He Gave the Greatest Gift
by Eve Hightower, Appeal Democrat reporter
published April 13, 2006
This is the sort of story Dr. Venu Kondle hoped to nurture when he began medicine.
“It's about humanity and community,” he said. “It is one citizen helping another, we just propelled it.”
This is the story of how Bob Morgan saved Carolyn Winn's life because he could.
There are 300,000 patients on dialysis nationally, and 90 percent are awaiting kidney transplants, Kondle said. About 200 people in the Marysville-Yuba City area are hoping for new kidneys.
“We don't have that many kidneys, and the need is increasing all the time,” he said.
Winn, 41, of Yuba City, was diagnosed with a rare kidney disease in 1993. She was just beginning her career in Chicago, hadn't yet met her husband and the concept of motherhood was distant.
She may have had the disease 15 years before it was discovered during a routine exam she had to take to get insurance for her dental practice.

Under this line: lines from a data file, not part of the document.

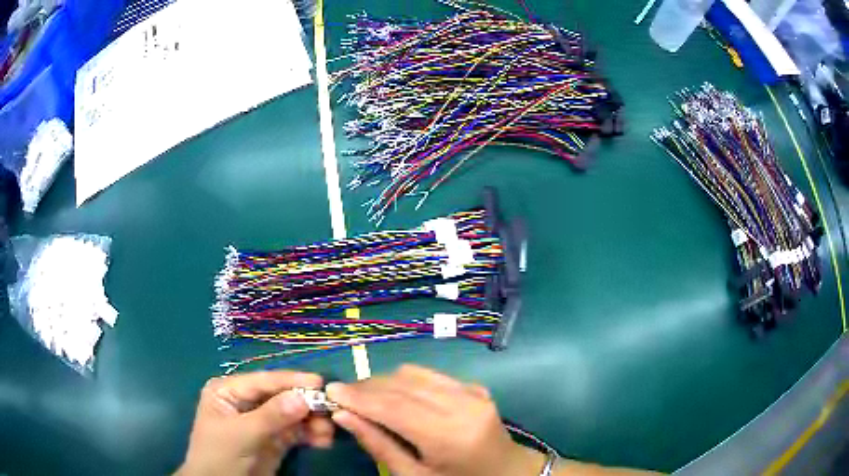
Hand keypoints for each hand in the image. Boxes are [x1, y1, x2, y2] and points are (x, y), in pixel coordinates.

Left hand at [177, 371, 334, 475]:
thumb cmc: (219, 455)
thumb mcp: (241, 435)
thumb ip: (271, 417)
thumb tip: (303, 398)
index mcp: (229, 391)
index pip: (263, 381)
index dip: (290, 380)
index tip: (319, 381)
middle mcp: (247, 402)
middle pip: (281, 396)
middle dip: (305, 403)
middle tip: (330, 409)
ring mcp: (262, 421)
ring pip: (292, 414)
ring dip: (312, 421)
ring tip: (328, 431)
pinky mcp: (275, 440)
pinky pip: (296, 432)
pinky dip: (311, 435)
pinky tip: (323, 440)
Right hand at [326, 365, 543, 475]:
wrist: (506, 472)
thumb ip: (379, 445)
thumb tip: (343, 415)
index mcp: (450, 435)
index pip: (394, 407)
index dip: (359, 397)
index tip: (330, 391)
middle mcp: (463, 405)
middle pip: (403, 385)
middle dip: (367, 387)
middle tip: (342, 395)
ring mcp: (473, 392)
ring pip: (415, 373)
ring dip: (384, 381)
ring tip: (365, 396)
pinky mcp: (475, 386)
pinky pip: (431, 375)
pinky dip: (406, 381)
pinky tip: (396, 395)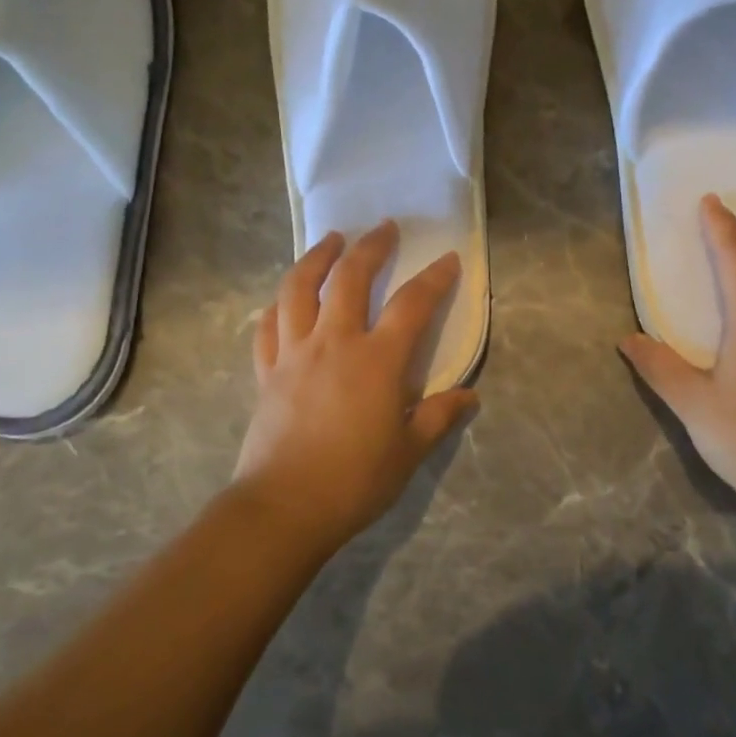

She has focal segmental glomerulosclerosis, a mouthful of medical terminology that conveyed how she would likely die. Without a transplant, her kidneys would gradually shut down until they could no longer keep her blood clean and chemically balanced.
“But I never looked at it like a death sentence,” she said. “People ask, ‘How can you can go on with this problem?' I say, ‘I don't make it a problem.'”
The disease's abbreviation - FSGS - does not include the first word “idiopathic,” which means there is no known reason for Winn's condition. It is not genetic and would not be staved off by her healthy diet and regular exercise.
“There's no reason for her to have this disease,” her doctor, Kondle, said. “She couldn't have done anything different.”
Winn concedes that playing host to a mysterious ailment frightened her.
“It was that long word. I didn't know what to expect,” she said of her initial reaction to the diagnosis.
At the time, Winn's doctor told her she would likely need a transplant in 10 years. She went 13 before receiving Morgan's kidney in January.
“When I met her, she was already at 18 percent kidney function,” Kondle said.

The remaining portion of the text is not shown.